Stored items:
○ ○ ○ ○

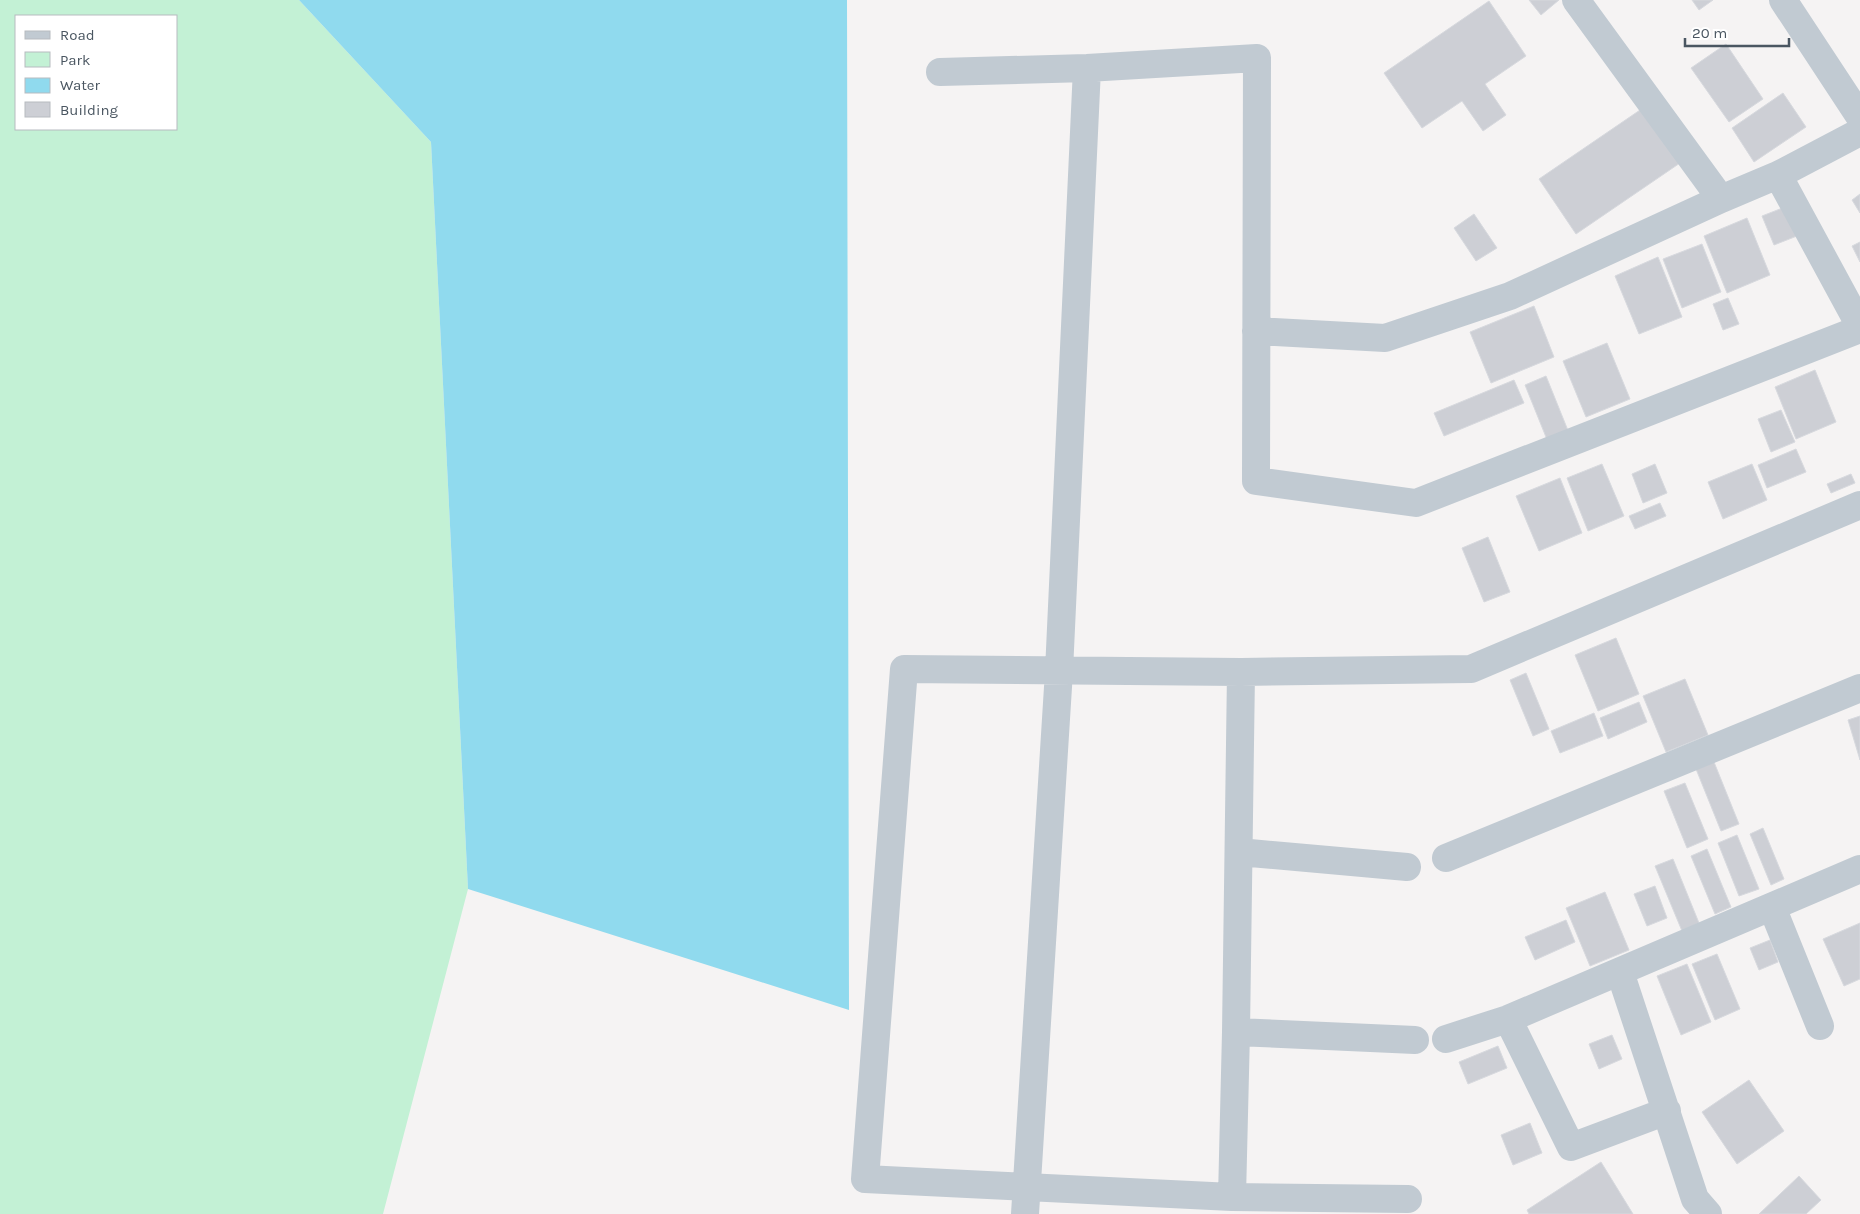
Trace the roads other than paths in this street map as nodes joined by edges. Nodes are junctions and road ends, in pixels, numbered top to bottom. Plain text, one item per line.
1 (1576, 0) edge
2 (1783, 0) edge
3 (1088, 68) junction
4 (940, 72) dead end
5 (1860, 117) edge
6 (1860, 132) edge
7 (1778, 175) junction
8 (1721, 199) junction
9 (1860, 328) edge
10 (1256, 331) junction
11 (1860, 505) edge
12 (1060, 670) junction
13 (1241, 672) junction
14 (1860, 688) edge
15 (1239, 852) junction
16 (1446, 858) dead end
17 (1407, 867) dead end
18 (1860, 869) edge
19 (1772, 907) junction
20 (1620, 972) junction
21 (1508, 1019) junction
22 (1820, 1026) dead end
23 (1236, 1032) junction
24 (1446, 1039) dead end
25 (1415, 1040) dead end
26 (1667, 1111) junction
27 (1026, 1187) junction
28 (1232, 1197) junction
29 (1408, 1199) dead end
30 (1025, 1214) edge
31 (1708, 1214) edge

1 - 8 street
2 - 5 street
3 - 4 street
3 - 10 street
3 - 12 street
6 - 7 street
7 - 8 street
7 - 9 street
8 - 10 street
9 - 10 street
11 - 13 street
12 - 13 street
12 - 27 street
12 - 27 street
13 - 15 street
14 - 16 street
15 - 17 street
15 - 23 street
18 - 19 street
19 - 20 street
19 - 22 street
20 - 21 street
20 - 26 street
21 - 24 street
21 - 26 street
23 - 25 street
23 - 28 street
26 - 31 street
27 - 28 street
27 - 30 street
28 - 29 street

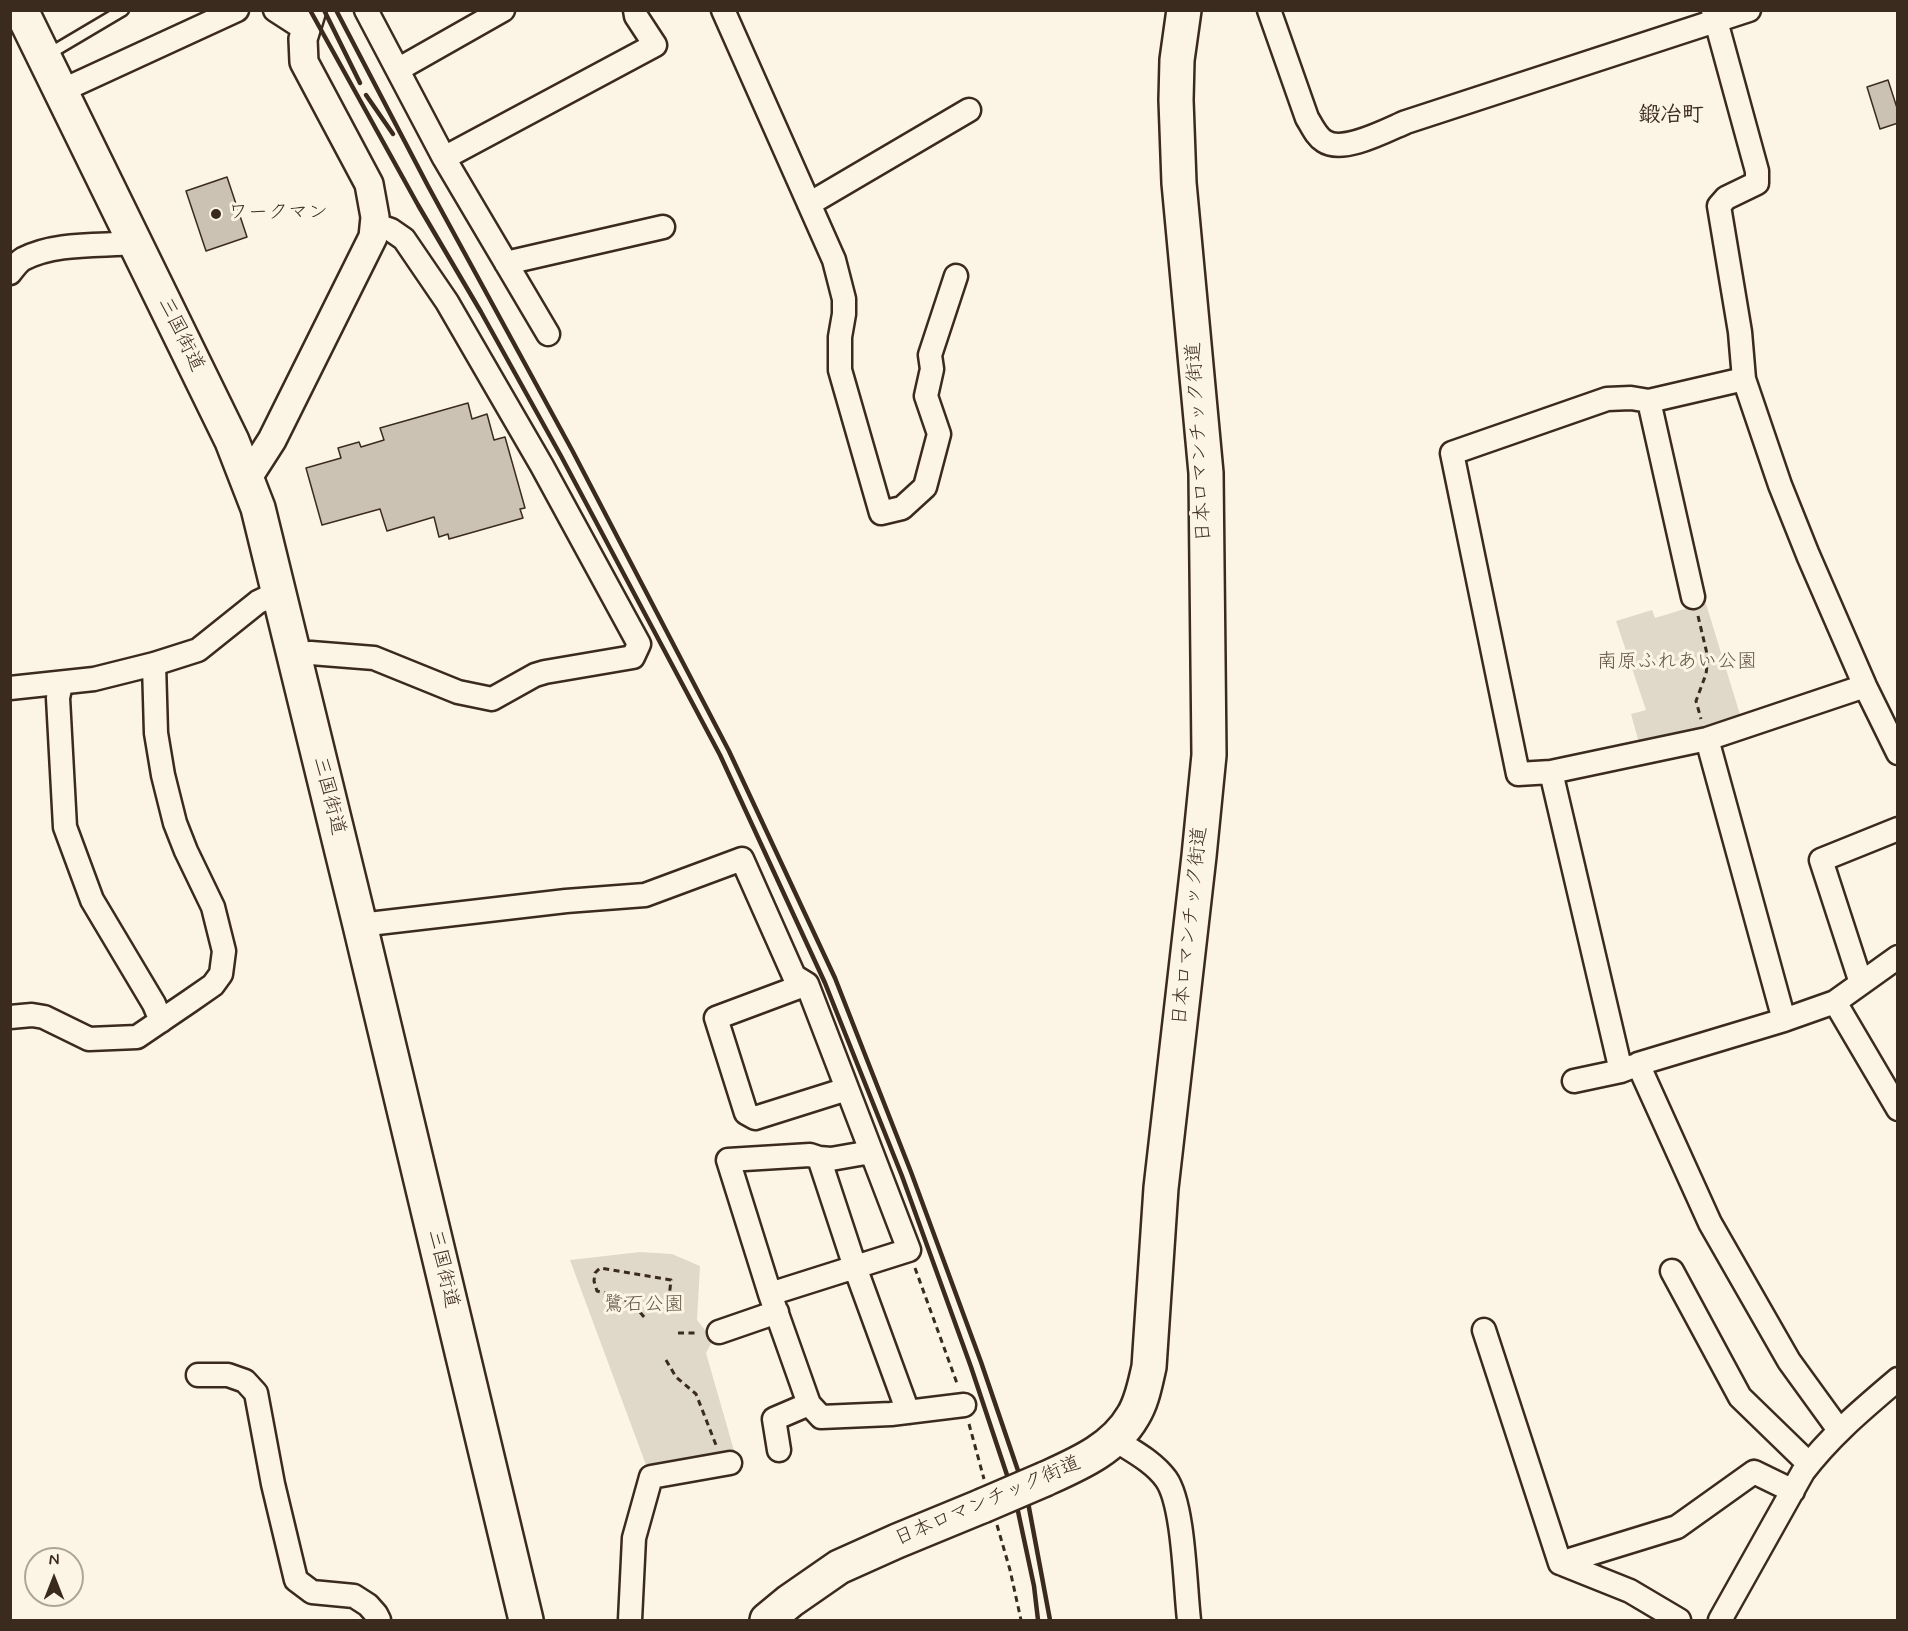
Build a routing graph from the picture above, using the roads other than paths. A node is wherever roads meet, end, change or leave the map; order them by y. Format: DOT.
graph roads {
  1 [pos="21,10"];
  2 [pos="123,10"];
  3 [pos="237,10"];
  4 [pos="274,10"];
  5 [pos="366,10"];
  6 [pos="503,10"];
  7 [pos="635,10"];
  8 [pos="723,10"];
  9 [pos="1184,10"];
  10 [pos="1269,10"];
  11 [pos="1749,10"];
  12 [pos="1714,16"];
  13 [pos="309,20"];
  14 [pos="44,57"];
  15 [pos="399,69"];
  16 [pos="61,91"];
  17 [pos="969,110"];
  18 [pos="444,158"];
  19 [pos="809,204"];
  20 [pos="374,224"];
  21 [pos="663,227"];
  22 [pos="135,243"];
  23 [pos="506,263"];
  24 [pos="10,273"];
  25 [pos="956,276"];
  26 [pos="548,334"];
  27 [pos="1744,378"];
  28 [pos="1649,402"];
  29 [pos="247,479"];
  30 [pos="279,592"];
  31 [pos="1693,597"];
  32 [pos="294,654"];
  33 [pos="154,664"];
  34 [pos="61,684"];
  35 [pos="1865,686"];
  36 [pos="10,688"];
  37 [pos="1707,739"];
  38 [pos="1898,753"];
  39 [pos="1551,772"];
  40 [pos="1898,829"];
  41 [pos="360,925"];
  42 [pos="1898,957"];
  43 [pos="1861,983"];
  44 [pos="807,984"];
  45 [pos="1835,1002"];
  46 [pos="10,1017"];
  47 [pos="1784,1020"];
  48 [pos="161,1021"];
  49 [pos="1629,1067"];
  50 [pos="1574,1081"];
  51 [pos="847,1089"];
  52 [pos="1898,1109"];
  53 [pos="871,1152"];
  54 [pos="819,1158"];
  55 [pos="855,1267"];
  56 [pos="1672,1271"];
  57 [pos="774,1303"];
  58 [pos="1484,1330"];
  59 [pos="719,1332"];
  60 [pos="198,1375"];
  61 [pos="1898,1379"];
  62 [pos="809,1404"];
  63 [pos="964,1405"];
  64 [pos="908,1412"];
  65 [pos="1839,1430"];
  66 [pos="1114,1439"];
  67 [pos="779,1450"];
  68 [pos="727,1463"];
  69 [pos="1809,1464"];
  70 [pos="1793,1491"];
  71 [pos="1560,1563"];
  72 [pos="379,1620"];
  73 [pos="526,1620"];
  74 [pos="630,1620"];
  75 [pos="767,1620"];
  76 [pos="1189,1620"];
  77 [pos="1679,1620"];
  78 [pos="1720,1620"];
  1 -- 14 [label="highway, 三国街道"];
  2 -- 14 [label="lane"];
  3 -- 16 [label="street"];
  4 -- 13 [label="street"];
  5 -- 15 [label="street"];
  6 -- 15 [label="street"];
  7 -- 18 [label="street"];
  8 -- 19 [label="street"];
  9 -- 66 [label="highway, 日本ロマンチック街道"];
  10 -- 12 [label="street"];
  11 -- 12 [label="street"];
  12 -- 27 [label="street"];
  13 -- 20 [label="street"];
  14 -- 16 [label="highway, 三国街道"];
  15 -- 18 [label="street"];
  16 -- 22 [label="highway, 三国街道"];
  17 -- 19 [label="street"];
  18 -- 23 [label="street"];
  19 -- 25 [label="street"];
  20 -- 29 [label="street"];
  20 -- 32 [label="street"];
  21 -- 23 [label="street"];
  22 -- 24 [label="street"];
  22 -- 29 [label="highway, 三国街道"];
  23 -- 26 [label="street"];
  27 -- 28 [label="street"];
  27 -- 35 [label="street"];
  28 -- 31 [label="street"];
  28 -- 39 [label="street"];
  29 -- 30 [label="highway, 三国街道"];
  30 -- 32 [label="highway, 三国街道"];
  30 -- 33 [label="street"];
  32 -- 41 [label="highway, 三国街道"];
  33 -- 34 [label="street"];
  33 -- 48 [label="street"];
  34 -- 36 [label="street"];
  34 -- 48 [label="street"];
  35 -- 37 [label="street"];
  35 -- 38 [label="street"];
  37 -- 39 [label="street"];
  37 -- 47 [label="street"];
  39 -- 49 [label="street"];
  40 -- 43 [label="street"];
  41 -- 44 [label="street"];
  41 -- 73 [label="highway, 三国街道"];
  42 -- 43 [label="street"];
  43 -- 45 [label="street"];
  44 -- 51 [label="street"];
  44 -- 51 [label="street"];
  45 -- 47 [label="street"];
  45 -- 52 [label="street"];
  46 -- 48 [label="street"];
  47 -- 49 [label="street"];
  49 -- 50 [label="street"];
  49 -- 65 [label="street"];
  51 -- 53 [label="street"];
  53 -- 54 [label="street"];
  53 -- 55 [label="street"];
  54 -- 55 [label="street"];
  54 -- 57 [label="street"];
  55 -- 57 [label="street"];
  55 -- 64 [label="street"];
  56 -- 69 [label="street"];
  57 -- 59 [label="street"];
  57 -- 62 [label="street"];
  58 -- 71 [label="street"];
  60 -- 72 [label="street"];
  61 -- 65 [label="street"];
  62 -- 64 [label="street"];
  62 -- 67 [label="street"];
  63 -- 64 [label="street"];
  65 -- 69 [label="street"];
  66 -- 75 [label="highway, 日本ロマンチック街道, bridge"];
  66 -- 76 [label="street"];
  68 -- 74 [label="street"];
  69 -- 70 [label="street"];
  70 -- 71 [label="street"];
  70 -- 78 [label="street"];
  71 -- 77 [label="street"];
}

○ ○ ○ ○

Exercise: All entries above are to be set down word for word, and the pictures are to be left out.

Response to this task:
Trace the roads other than paths in this street map as nodes joined by edges. Nodes are junctions and road ends, in pixels, numbered top to bottom. Plain text, one item per line.
1 (1576, 0) edge
2 (1783, 0) edge
3 (1088, 68) junction
4 (940, 72) dead end
5 (1860, 117) edge
6 (1860, 132) edge
7 (1778, 175) junction
8 (1721, 199) junction
9 (1860, 328) edge
10 (1256, 331) junction
11 (1860, 505) edge
12 (1060, 670) junction
13 (1241, 672) junction
14 (1860, 688) edge
15 (1239, 852) junction
16 (1446, 858) dead end
17 (1407, 867) dead end
18 (1860, 869) edge
19 (1772, 907) junction
20 (1620, 972) junction
21 (1508, 1019) junction
22 (1820, 1026) dead end
23 (1236, 1032) junction
24 (1446, 1039) dead end
25 (1415, 1040) dead end
26 (1667, 1111) junction
27 (1026, 1187) junction
28 (1232, 1197) junction
29 (1408, 1199) dead end
30 (1025, 1214) edge
31 (1708, 1214) edge

1 - 8 street
2 - 5 street
3 - 4 street
3 - 10 street
3 - 12 street
6 - 7 street
7 - 8 street
7 - 9 street
8 - 10 street
9 - 10 street
11 - 13 street
12 - 13 street
12 - 27 street
12 - 27 street
13 - 15 street
14 - 16 street
15 - 17 street
15 - 23 street
18 - 19 street
19 - 20 street
19 - 22 street
20 - 21 street
20 - 26 street
21 - 24 street
21 - 26 street
23 - 25 street
23 - 28 street
26 - 31 street
27 - 28 street
27 - 30 street
28 - 29 street

Build a routing graph from the picture above, using the roads other than paths. A node is wherever roads meet, end, change or leave the map; order them by y. Format: DOT.
graph roads {
  1 [pos="21,10"];
  2 [pos="123,10"];
  3 [pos="237,10"];
  4 [pos="274,10"];
  5 [pos="366,10"];
  6 [pos="503,10"];
  7 [pos="635,10"];
  8 [pos="723,10"];
  9 [pos="1184,10"];
  10 [pos="1269,10"];
  11 [pos="1749,10"];
  12 [pos="1714,16"];
  13 [pos="309,20"];
  14 [pos="44,57"];
  15 [pos="399,69"];
  16 [pos="61,91"];
  17 [pos="969,110"];
  18 [pos="444,158"];
  19 [pos="809,204"];
  20 [pos="374,224"];
  21 [pos="663,227"];
  22 [pos="135,243"];
  23 [pos="506,263"];
  24 [pos="10,273"];
  25 [pos="956,276"];
  26 [pos="548,334"];
  27 [pos="1744,378"];
  28 [pos="1649,402"];
  29 [pos="247,479"];
  30 [pos="279,592"];
  31 [pos="1693,597"];
  32 [pos="294,654"];
  33 [pos="154,664"];
  34 [pos="61,684"];
  35 [pos="1865,686"];
  36 [pos="10,688"];
  37 [pos="1707,739"];
  38 [pos="1898,753"];
  39 [pos="1551,772"];
  40 [pos="1898,829"];
  41 [pos="360,925"];
  42 [pos="1898,957"];
  43 [pos="1861,983"];
  44 [pos="807,984"];
  45 [pos="1835,1002"];
  46 [pos="10,1017"];
  47 [pos="1784,1020"];
  48 [pos="161,1021"];
  49 [pos="1629,1067"];
  50 [pos="1574,1081"];
  51 [pos="847,1089"];
  52 [pos="1898,1109"];
  53 [pos="871,1152"];
  54 [pos="819,1158"];
  55 [pos="855,1267"];
  56 [pos="1672,1271"];
  57 [pos="774,1303"];
  58 [pos="1484,1330"];
  59 [pos="719,1332"];
  60 [pos="198,1375"];
  61 [pos="1898,1379"];
  62 [pos="809,1404"];
  63 [pos="964,1405"];
  64 [pos="908,1412"];
  65 [pos="1839,1430"];
  66 [pos="1114,1439"];
  67 [pos="779,1450"];
  68 [pos="727,1463"];
  69 [pos="1809,1464"];
  70 [pos="1793,1491"];
  71 [pos="1560,1563"];
  72 [pos="379,1620"];
  73 [pos="526,1620"];
  74 [pos="630,1620"];
  75 [pos="767,1620"];
  76 [pos="1189,1620"];
  77 [pos="1679,1620"];
  78 [pos="1720,1620"];
  1 -- 14 [label="highway, 三国街道"];
  2 -- 14 [label="lane"];
  3 -- 16 [label="street"];
  4 -- 13 [label="street"];
  5 -- 15 [label="street"];
  6 -- 15 [label="street"];
  7 -- 18 [label="street"];
  8 -- 19 [label="street"];
  9 -- 66 [label="highway, 日本ロマンチック街道"];
  10 -- 12 [label="street"];
  11 -- 12 [label="street"];
  12 -- 27 [label="street"];
  13 -- 20 [label="street"];
  14 -- 16 [label="highway, 三国街道"];
  15 -- 18 [label="street"];
  16 -- 22 [label="highway, 三国街道"];
  17 -- 19 [label="street"];
  18 -- 23 [label="street"];
  19 -- 25 [label="street"];
  20 -- 29 [label="street"];
  20 -- 32 [label="street"];
  21 -- 23 [label="street"];
  22 -- 24 [label="street"];
  22 -- 29 [label="highway, 三国街道"];
  23 -- 26 [label="street"];
  27 -- 28 [label="street"];
  27 -- 35 [label="street"];
  28 -- 31 [label="street"];
  28 -- 39 [label="street"];
  29 -- 30 [label="highway, 三国街道"];
  30 -- 32 [label="highway, 三国街道"];
  30 -- 33 [label="street"];
  32 -- 41 [label="highway, 三国街道"];
  33 -- 34 [label="street"];
  33 -- 48 [label="street"];
  34 -- 36 [label="street"];
  34 -- 48 [label="street"];
  35 -- 37 [label="street"];
  35 -- 38 [label="street"];
  37 -- 39 [label="street"];
  37 -- 47 [label="street"];
  39 -- 49 [label="street"];
  40 -- 43 [label="street"];
  41 -- 44 [label="street"];
  41 -- 73 [label="highway, 三国街道"];
  42 -- 43 [label="street"];
  43 -- 45 [label="street"];
  44 -- 51 [label="street"];
  44 -- 51 [label="street"];
  45 -- 47 [label="street"];
  45 -- 52 [label="street"];
  46 -- 48 [label="street"];
  47 -- 49 [label="street"];
  49 -- 50 [label="street"];
  49 -- 65 [label="street"];
  51 -- 53 [label="street"];
  53 -- 54 [label="street"];
  53 -- 55 [label="street"];
  54 -- 55 [label="street"];
  54 -- 57 [label="street"];
  55 -- 57 [label="street"];
  55 -- 64 [label="street"];
  56 -- 69 [label="street"];
  57 -- 59 [label="street"];
  57 -- 62 [label="street"];
  58 -- 71 [label="street"];
  60 -- 72 [label="street"];
  61 -- 65 [label="street"];
  62 -- 64 [label="street"];
  62 -- 67 [label="street"];
  63 -- 64 [label="street"];
  65 -- 69 [label="street"];
  66 -- 75 [label="highway, 日本ロマンチック街道, bridge"];
  66 -- 76 [label="street"];
  68 -- 74 [label="street"];
  69 -- 70 [label="street"];
  70 -- 71 [label="street"];
  70 -- 78 [label="street"];
  71 -- 77 [label="street"];
}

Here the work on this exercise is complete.